The AAP usually follows the CDC recommendations, Dr Weitzman noted. The Bright Futures guidelines, adopted by the AAP since 1998 and endorsed by the Health Resources and Services Administration, recommends that a clinical risk assessment for lead exposure be performed for infants (aged 6 and 9 months), with blood lead testing to follow if positive.[30] The assessment should include questions about Medicaid eligibility and living in housing built before 1978. The Bright Futures guidelines also recommend that children who are enrolled in Medicaid or living in high-risk areas as defined by the state or local health departments be screened for lead at age 12 and 24 months.

Objections to the abandonment of universal screening by the CDC were voiced immediately after publication of the 1997 recommendations.[29] Opponents of the measures called the CDC's decision a mistake and cited lead as the greatest environmental threat to children in the United States.[31] A recent call for a return to universal screening suggested that all children should be tested before they enter nursery school.[32] Whereas the definition of nursery school is unclear and could apply to children as young as 12 months or as old as 4 years, Dr Weitzman advocates for universal screening that begins at 1-2 years with targeted screening up to the age of 6 years, with risk identified through current screening surveys.

The usefulness of the lead risk assessment questionnaires has been questioned, with one study reporting that they performed little better than chance at predicting lead poisoning risk among children.[33] However, selective approaches have been shown to be more cost-effective than universal testing in populations with low prevalences of lead poisoning, Dr Weitzman noted. "For example, in such states as California or Nevada, where most housing is new, there is no lead-based paint in the homes; the communities are newer, so the water pipes are newer, and we don't have lots of kids with BLLs > 5 μg/dL," he pointed out.

Pediatricians have been accused of not being "overly supportive" of lead screening, failing to recognize the seriousness of elevated BLLs and reluctant to devote the time and resources required for screening.[31] Dr Weitzman is also concerned that current screening recommendations are not being widely followed. "Younger clinicians don't know about lead because they consider it an historic problem," he stated.
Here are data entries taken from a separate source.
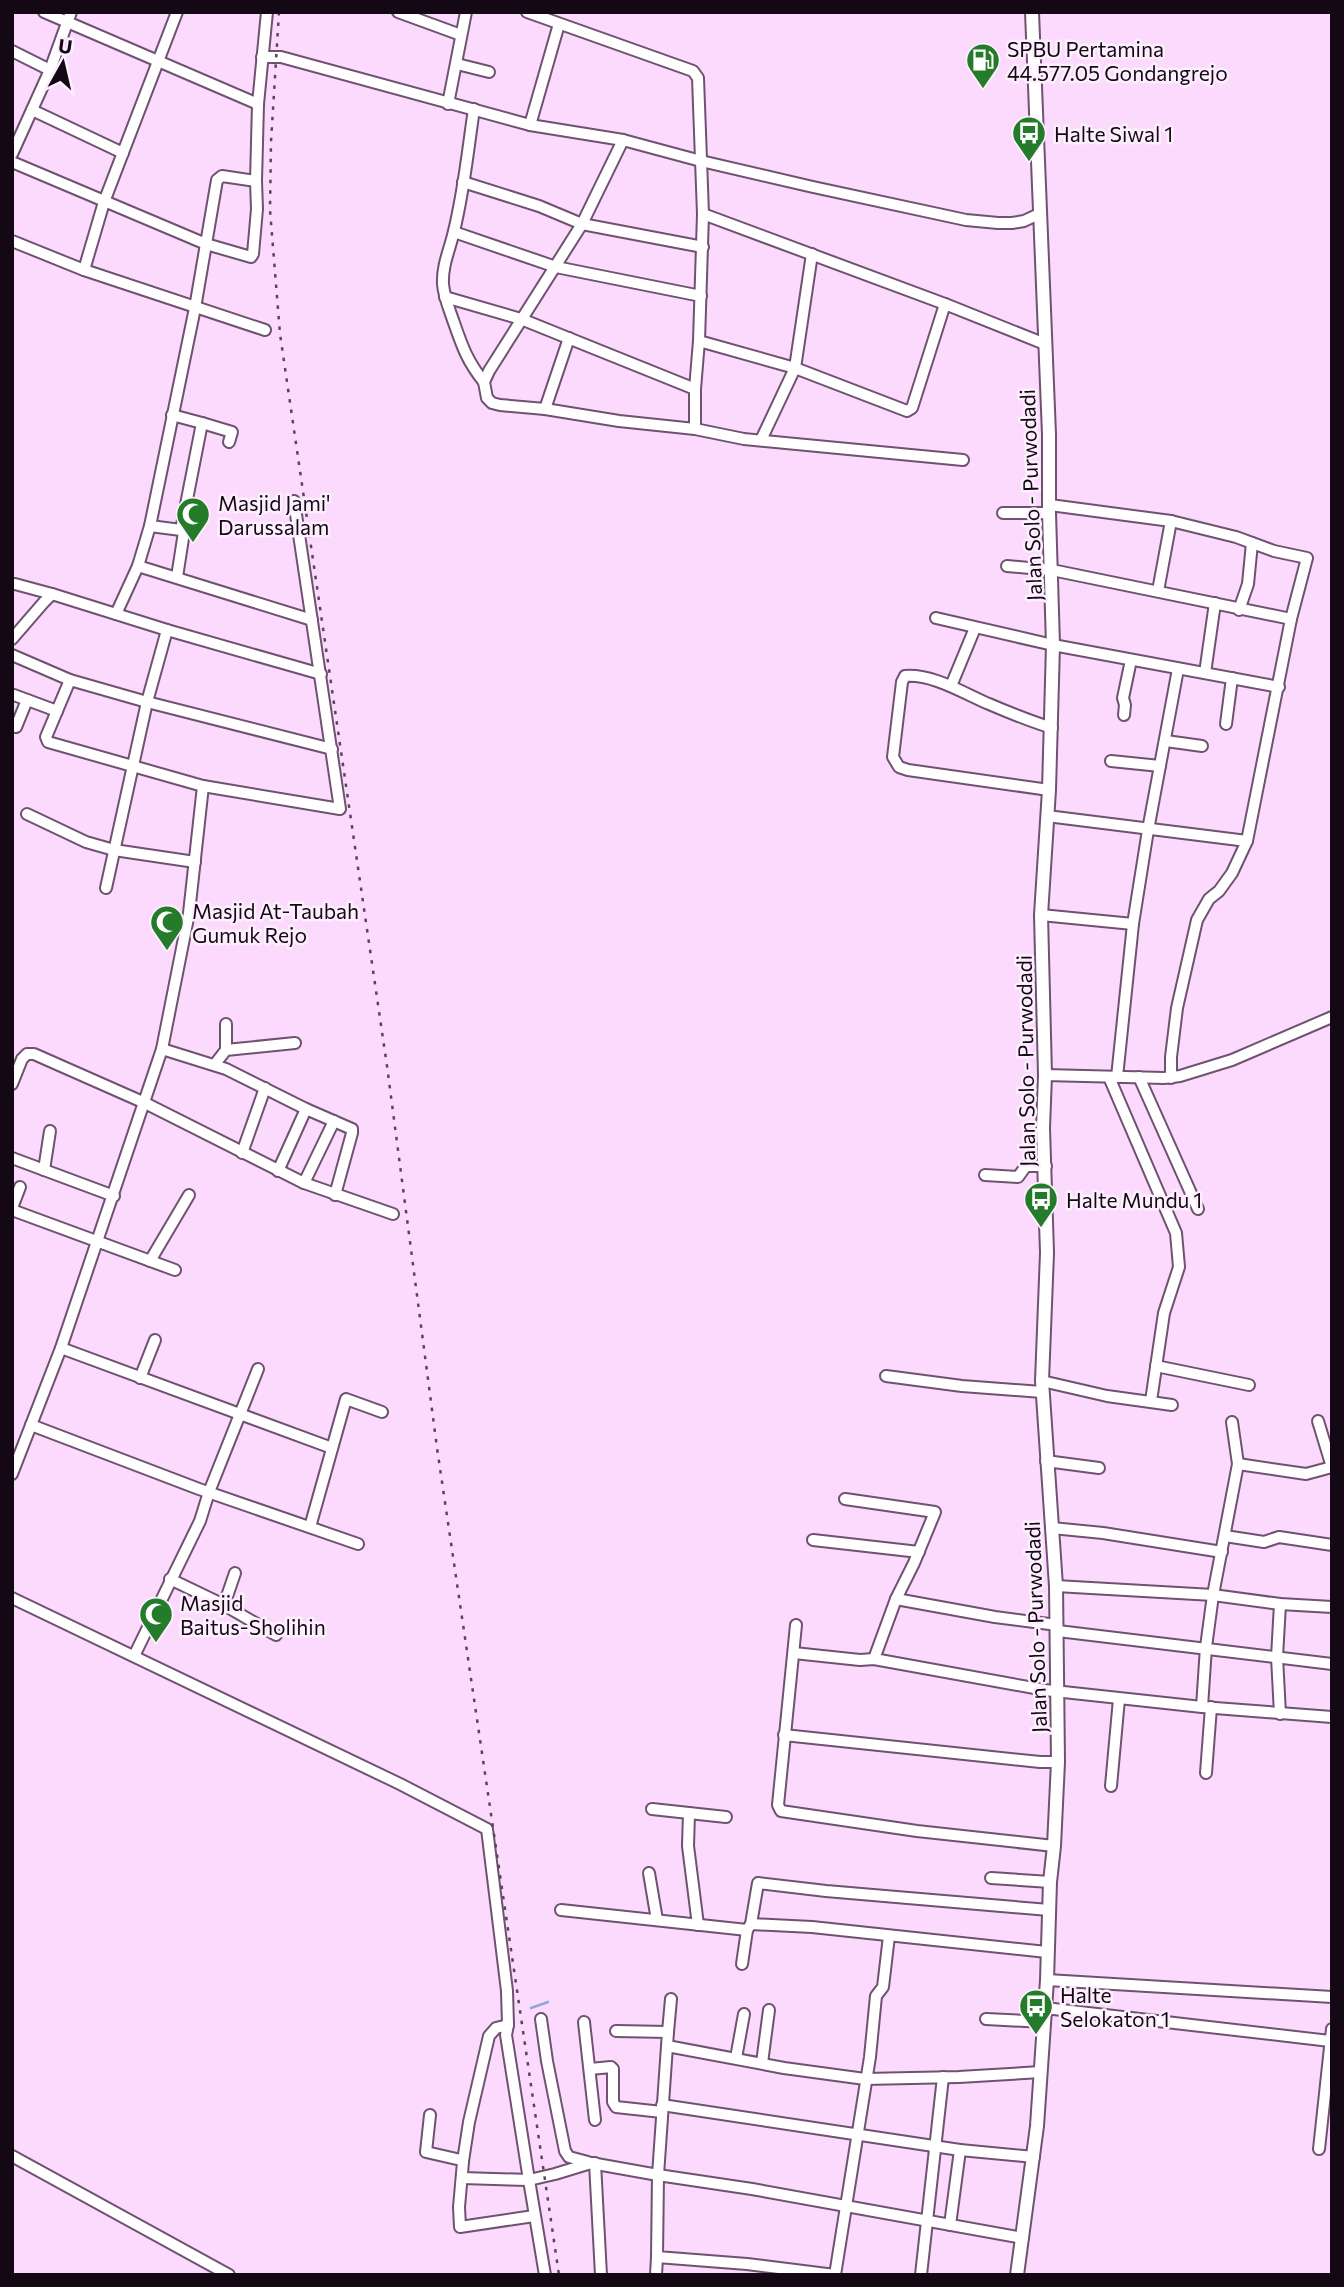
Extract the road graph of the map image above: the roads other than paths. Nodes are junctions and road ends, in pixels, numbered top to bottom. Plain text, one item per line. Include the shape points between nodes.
1 (44, 12) edge
2 (71, 12) edge
3 (177, 12) edge
4 (267, 12) edge
5 (467, 12) edge
6 (527, 12) edge
7 (1032, 12) edge
8 (403, 13) edge
9 (67, 24) junction
10 (559, 24) junction
11 (461, 34) junction
12 (12, 51) edge
13 (262, 57) junction
14 (157, 61) junction
15 (457, 64) junction
16 (50, 70) junction
17 (489, 72) dead end
18 (258, 104) junction
19 (448, 104) junction
20 (474, 108) junction
21 (32, 110) junction
22 (530, 125) junction
23 (623, 140) junction
24 (122, 153) junction
25 (12, 154) edge
26 (12, 162) edge
27 (701, 162) junction
28 (256, 181) junction
29 (463, 182) junction
30 (104, 202) junction
31 (703, 214) junction
32 (1039, 214) junction
33 (582, 225) junction
34 (454, 232) junction
35 (12, 241) edge
36 (206, 244) junction
37 (703, 247) junction
38 (812, 254) junction
39 (556, 267) junction
40 (84, 270) junction
41 (701, 296) junction
42 (445, 297) junction
43 (945, 304) junction
44 (195, 308) junction
45 (521, 319) junction
46 (265, 330) dead end
47 (569, 338) junction
48 (699, 341) junction
49 (1045, 344) junction
50 (794, 368) junction
51 (484, 382) junction
52 (695, 389) junction
53 (545, 409) junction
54 (172, 415) junction
55 (202, 423) junction
56 (695, 429) junction
57 (761, 440) junction
58 (229, 442) dead end
59 (963, 460) dead end
60 (294, 501) dead end
61 (1049, 509) junction
62 (1003, 513) dead end
63 (1171, 521) junction
64 (150, 526) junction
65 (181, 530) junction
66 (1252, 543) junction
67 (138, 566) junction
68 (1007, 566) dead end
69 (1052, 570) junction
70 (177, 577) junction
71 (15, 584) dead end
72 (1158, 591) junction
73 (52, 594) junction
74 (1215, 603) junction
75 (1240, 610) junction
76 (116, 614) junction
77 (936, 618) dead end
78 (1291, 618) junction
79 (312, 620) junction
80 (975, 628) junction
81 (167, 631) junction
82 (12, 639) edge
83 (1053, 645) junction
84 (12, 655) edge
85 (1131, 660) junction
86 (1178, 669) junction
87 (1205, 673) junction
88 (321, 674) junction
89 (1232, 678) junction
90 (76, 682) junction
91 (951, 686) junction
92 (1279, 687) junction
93 (14, 695) edge
94 (27, 700) junction
95 (147, 702) junction
96 (57, 711) junction
97 (1124, 715) dead end
98 (1226, 724) dead end
99 (16, 727) dead end
100 (1052, 727) junction
101 (1166, 741) junction
102 (1202, 746) dead end
103 (332, 749) junction
104 (1111, 761) dead end
105 (1160, 766) junction
106 (134, 767) junction
107 (203, 786) junction
108 (1049, 790) junction
109 (27, 814) dead end
110 (1047, 816) junction
111 (1148, 830) junction
112 (1247, 841) junction
113 (114, 850) junction
114 (195, 862) junction
115 (106, 888) dead end
116 (1041, 915) junction
117 (1133, 924) junction
118 (1332, 1017) edge
119 (226, 1024) dead end
120 (295, 1043) dead end
121 (162, 1049) junction
122 (226, 1050) junction
123 (215, 1065) junction
124 (1045, 1075) junction
125 (1113, 1077) junction
126 (1139, 1077) junction
127 (1171, 1078) junction
128 (12, 1084) edge
129 (265, 1088) junction
130 (145, 1103) junction
131 (306, 1109) junction
132 (334, 1121) junction
133 (50, 1131) dead end
134 (242, 1153) junction
135 (12, 1158) edge
136 (1046, 1166) junction
137 (44, 1170) junction
138 (278, 1171) junction
139 (985, 1175) dead end
140 (304, 1183) junction
141 (20, 1187) dead end
142 (189, 1195) dead end
143 (335, 1195) junction
144 (114, 1196) junction
145 (12, 1209) edge
146 (1198, 1209) dead end
147 (393, 1214) dead end
148 (98, 1242) junction
149 (150, 1261) junction
150 (175, 1270) dead end
151 (155, 1340) dead end
152 (61, 1348) junction
153 (1156, 1366) junction
154 (258, 1368) dead end
155 (886, 1376) dead end
156 (140, 1378) junction
157 (1250, 1385) dead end
158 (1042, 1387) junction
159 (1151, 1401) junction
160 (1172, 1405) dead end
161 (382, 1412) dead end
162 (239, 1415) junction
163 (1318, 1420) dead end
164 (1232, 1422) dead end
165 (31, 1425) junction
166 (332, 1448) junction
167 (1046, 1461) junction
168 (1238, 1464) junction
169 (1332, 1467) edge
170 (1099, 1468) dead end
171 (12, 1474) edge
172 (209, 1492) junction
173 (845, 1499) dead end
174 (310, 1527) junction
175 (1052, 1528) junction
176 (1225, 1536) junction
177 (813, 1540) dead end
178 (358, 1544) dead end
179 (1332, 1545) edge
180 (919, 1552) junction
181 (1222, 1552) junction
182 (235, 1573) dead end
183 (170, 1579) junction
184 (1056, 1586) junction
185 (1213, 1595) junction
186 (12, 1598) edge
187 (895, 1599) junction
188 (1280, 1604) junction
189 (224, 1605) junction
190 (1332, 1607) edge
191 (796, 1625) dead end
192 (1057, 1628) junction
193 (276, 1635) dead end
194 (1206, 1647) junction
195 (794, 1653) junction
196 (134, 1656) junction
197 (1277, 1657) junction
198 (874, 1659) junction
199 (1332, 1664) edge
200 (1058, 1691) junction
201 (1119, 1699) junction
202 (1207, 1707) junction
203 (1280, 1714) junction
204 (1332, 1717) edge
205 (784, 1735) junction
206 (1058, 1762) junction
207 (1206, 1773) dead end
208 (1111, 1786) dead end
209 (652, 1809) dead end
210 (689, 1813) junction
211 (726, 1817) dead end
212 (1054, 1846) junction
213 (649, 1873) dead end
214 (991, 1878) dead end
215 (1050, 1882) junction
216 (561, 1910) dead end
217 (1049, 1910) junction
218 (657, 1920) junction
219 (698, 1925) junction
220 (749, 1927) junction
221 (889, 1937) junction
222 (1047, 1952) junction
223 (742, 1964) dead end
224 (1047, 1980) junction
225 (1332, 1997) edge
226 (671, 1998) dead end
227 (1045, 2008) junction
228 (769, 2010) dead end
229 (744, 2014) dead end
230 (541, 2019) dead end
231 (986, 2019) dead end
232 (584, 2022) dead end
233 (1045, 2022) junction
234 (508, 2025) junction
235 (1332, 2029) edge
236 (616, 2031) dead end
237 (668, 2032) junction
238 (1330, 2041) junction
239 (667, 2046) junction
240 (736, 2058) junction
241 (762, 2063) junction
242 (590, 2069) junction
243 (1041, 2072) junction
244 (943, 2077) junction
245 (865, 2079) junction
246 (662, 2109) junction
247 (430, 2115) dead end
248 (595, 2120) dead end
249 (857, 2134) junction
250 (935, 2145) junction
251 (1319, 2149) dead end
252 (960, 2150) junction
253 (12, 2156) edge
254 (1034, 2157) junction
255 (463, 2161) junction
256 (593, 2163) junction
257 (658, 2175) junction
258 (462, 2178) junction
259 (529, 2180) junction
260 (848, 2206) junction
261 (534, 2216) junction
262 (928, 2221) junction
263 (950, 2225) junction
264 (1023, 2238) junction
265 (657, 2257) junction
266 (229, 2275) edge
267 (545, 2275) edge
268 (601, 2275) edge
269 (656, 2275) edge
270 (835, 2275) edge
271 (921, 2275) edge
272 (1017, 2275) edge

1 - 9 street
2 - 9 street
3 - 14 street
4 - 13 street
5 - 11 street
6 - 10 street
7 - 32 main road, Jalan Solo - Purwodadi
8 - 11 street
9 - 14 street
9 - 16 street
10 - 22 street
10 - 27 street via 693,71 699,82
11 - 15 street
12 - 16 street
13 - 18 street
13 - 19 street via 281,57
14 - 18 street
14 - 24 street
15 - 17 street
15 - 19 street
16 - 21 street
18 - 28 street
19 - 20 street
20 - 22 street
20 - 29 street
21 - 24 street
21 - 25 street
22 - 23 street
23 - 27 street
23 - 33 street
24 - 30 street
26 - 30 street
27 - 31 street
27 - 32 street via 982,222 1012,223
28 - 36 street via 219,177
28 - 36 street via 252,256
29 - 33 street
29 - 34 street
30 - 36 street
30 - 40 street
31 - 37 street
31 - 38 street
32 - 49 main road, Jalan Solo - Purwodadi
33 - 37 street
33 - 39 street
34 - 39 street
34 - 42 street via 444,270
35 - 40 street
36 - 44 street
37 - 41 street
38 - 43 street
38 - 50 street
39 - 41 street
39 - 45 street
40 - 44 street
41 - 48 street
42 - 45 street
42 - 51 street via 462,348
43 - 49 street
43 - 50 street via 910,411
44 - 46 street
44 - 54 street
45 - 47 street
45 - 51 street
47 - 52 street
47 - 53 street
48 - 50 street
48 - 52 street
49 - 61 main road, Jalan Solo - Purwodadi
50 - 57 street
51 - 53 street via 486,398 492,403
52 - 56 street
53 - 56 street
54 - 55 street
54 - 64 street
55 - 58 street via 232,432
55 - 65 street
56 - 57 street
57 - 59 street
60 - 79 street
61 - 62 street
61 - 63 street
61 - 69 main road, Jalan Solo - Purwodadi
63 - 66 street
63 - 72 street
64 - 65 street
64 - 67 street
65 - 70 street
66 - 75 street
66 - 78 street via 1307,558
67 - 70 street
67 - 76 street
68 - 69 street
69 - 72 street
69 - 83 main road, Jalan Solo - Purwodadi
70 - 79 street
71 - 73 street
72 - 74 street
73 - 76 street
73 - 82 street
74 - 75 street
74 - 87 street
75 - 78 street
76 - 81 street
77 - 80 street
78 - 92 street
79 - 88 street
80 - 83 street
80 - 91 street
81 - 88 street
81 - 95 street
83 - 85 street
83 - 100 main road, Jalan Solo - Purwodadi
84 - 90 street
85 - 86 street
85 - 97 street
86 - 87 street
86 - 101 street
87 - 89 street
88 - 103 street
89 - 92 street
89 - 98 street
90 - 95 street
90 - 96 street
91 - 100 street
91 - 108 street via 914,676 903,678 893,757 899,767
92 - 112 street
93 - 94 street
94 - 96 street
94 - 99 street
95 - 103 street
95 - 106 street
96 - 106 street via 48,743
100 - 108 main road, Jalan Solo - Purwodadi
101 - 102 street
101 - 105 street
103 - 107 street via 338,810
104 - 105 street
105 - 111 street
106 - 107 street
106 - 113 street
107 - 114 street
108 - 110 main road, Jalan Solo - Purwodadi
109 - 113 street
110 - 111 street
110 - 116 main road, Jalan Solo - Purwodadi
111 - 112 street
111 - 117 street
112 - 127 street via 1231,873 1197,920 1177,1008
113 - 114 street
113 - 115 street
114 - 121 street
116 - 117 street
116 - 124 main road, Jalan Solo - Purwodadi
117 - 125 street
118 - 127 street via 1232,1060
119 - 122 street
120 - 122 street
121 - 123 street
121 - 130 street
122 - 123 street
123 - 129 street
124 - 125 street
124 - 136 main road, Jalan Solo - Purwodadi
125 - 126 street
125 - 153 street via 1176,1233 1179,1267 1164,1313
126 - 127 street
126 - 146 street
128 - 130 street via 22,1059 34,1054
129 - 131 street
129 - 134 street
130 - 134 street
130 - 144 street
131 - 132 street
131 - 138 street
132 - 140 street
132 - 143 street via 352,1130
133 - 137 street
134 - 138 street
135 - 137 street
136 - 139 street via 1026,1166 1016,1178
136 - 158 main road, Jalan Solo - Purwodadi
137 - 144 street
138 - 140 street
140 - 143 street
141 - 145 street
142 - 149 street
143 - 147 street
144 - 148 street
145 - 148 street
148 - 149 street
148 - 152 street
149 - 150 street
151 - 156 street
152 - 156 street
152 - 165 street
153 - 157 street
153 - 159 street
154 - 162 street
155 - 158 street via 962,1387
156 - 162 street
158 - 159 street
158 - 167 main road, Jalan Solo - Purwodadi
159 - 160 street
161 - 166 street via 346,1399
162 - 166 street
162 - 172 street
163 - 169 street
164 - 168 street
165 - 171 street
165 - 172 street
166 - 174 street
167 - 170 street
167 - 175 main road, Jalan Solo - Purwodadi
168 - 169 street via 1306,1474
168 - 176 street
172 - 174 street
172 - 183 street via 200,1521
173 - 180 street via 933,1510
174 - 178 street
175 - 181 street
175 - 184 main road, Jalan Solo - Purwodadi
176 - 179 street via 1264,1542 1279,1537
176 - 181 street
177 - 180 street
180 - 187 street
181 - 185 street
182 - 189 street
183 - 189 street
183 - 196 street
184 - 185 street
184 - 192 main road, Jalan Solo - Purwodadi
185 - 188 street
185 - 194 street
186 - 196 street
187 - 192 street
187 - 198 street
188 - 190 street
188 - 197 street
189 - 193 street
191 - 195 street
192 - 194 street
192 - 200 main road, Jalan Solo - Purwodadi
194 - 197 street
194 - 202 street
195 - 198 street
195 - 205 street
196 - 234 street via 487,1829
197 - 199 street
197 - 203 street
198 - 200 street
200 - 201 street
200 - 206 main road, Jalan Solo - Purwodadi
201 - 202 street
201 - 208 street
202 - 203 street
202 - 207 street
203 - 204 street
205 - 206 street
205 - 212 street via 780,1811
206 - 212 main road, Jalan Solo - Purwodadi
209 - 210 street
210 - 211 street
210 - 219 street via 688,1846
212 - 215 main road, Jalan Solo - Purwodadi
213 - 218 street
214 - 215 street
215 - 217 main road, Jalan Solo - Purwodadi
216 - 218 street
217 - 220 street via 758,1883
217 - 222 main road, Jalan Solo - Purwodadi
218 - 219 street
219 - 220 street
220 - 221 street via 812,1927
220 - 223 street
221 - 222 street
221 - 245 street
222 - 224 main road, Jalan Solo - Purwodadi
224 - 225 street
224 - 227 main road, Jalan Solo - Purwodadi
226 - 237 street
227 - 233 main road, Jalan Solo - Purwodadi
227 - 238 street
228 - 241 street
229 - 240 street
230 - 256 street via 565,2151 569,2157
231 - 233 street
232 - 242 street
233 - 243 main road, Jalan Solo - Purwodadi
234 - 255 street via 489,2036
234 - 259 street via 510,2067
235 - 238 street
236 - 237 street
237 - 239 street
238 - 251 street
239 - 240 street
239 - 246 street
240 - 241 street
241 - 245 street
242 - 246 street via 613,2069 616,2107
242 - 248 street
243 - 244 street
243 - 254 main road, Jalan Solo - Purwodadi
244 - 245 street
244 - 250 street
245 - 249 street
246 - 249 street
246 - 257 street
247 - 255 street via 425,2152
249 - 250 street
249 - 260 street
250 - 252 street
250 - 262 street
252 - 254 street
252 - 263 street
253 - 266 street
254 - 264 main road, Jalan Solo - Purwodadi
255 - 258 street
256 - 257 street
256 - 259 street
256 - 268 street
257 - 260 street
257 - 265 street
258 - 259 street
258 - 261 street via 460,2227
259 - 261 street
260 - 262 street
260 - 270 street
261 - 267 street
262 - 263 street
262 - 271 street
263 - 264 street
264 - 272 main road, Jalan Solo - Purwodadi
265 - 269 street
265 - 270 street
In a study carried out with colleagues at the University of Rochester, the AAP, and the CDC, Dr Weitzman showed that only 76% of AAP member pediatric residents reported carrying out all recommended screening.[34] Screening practices appeared to vary by area of the country and practice setting.

Around the same time, a study of AAP members in California found widespread nonadherence to the CDC guidelines for universal blood lead testing of children, especially among pediatricians working in communities where the prevalence of lead poisoning might be expected to be low.[35] "Many pediatricians I have met are not excited about lead toxicity, perhaps because we have not been clear enough in voicing ongoing concern," Dr Weitzman admitted. "Perhaps the terrible experience in Flint, Michigan, will serve as a wake-up call that this epidemic is far from over," he said. The role of the AAP in raising awareness of this problem is crucial, he believes.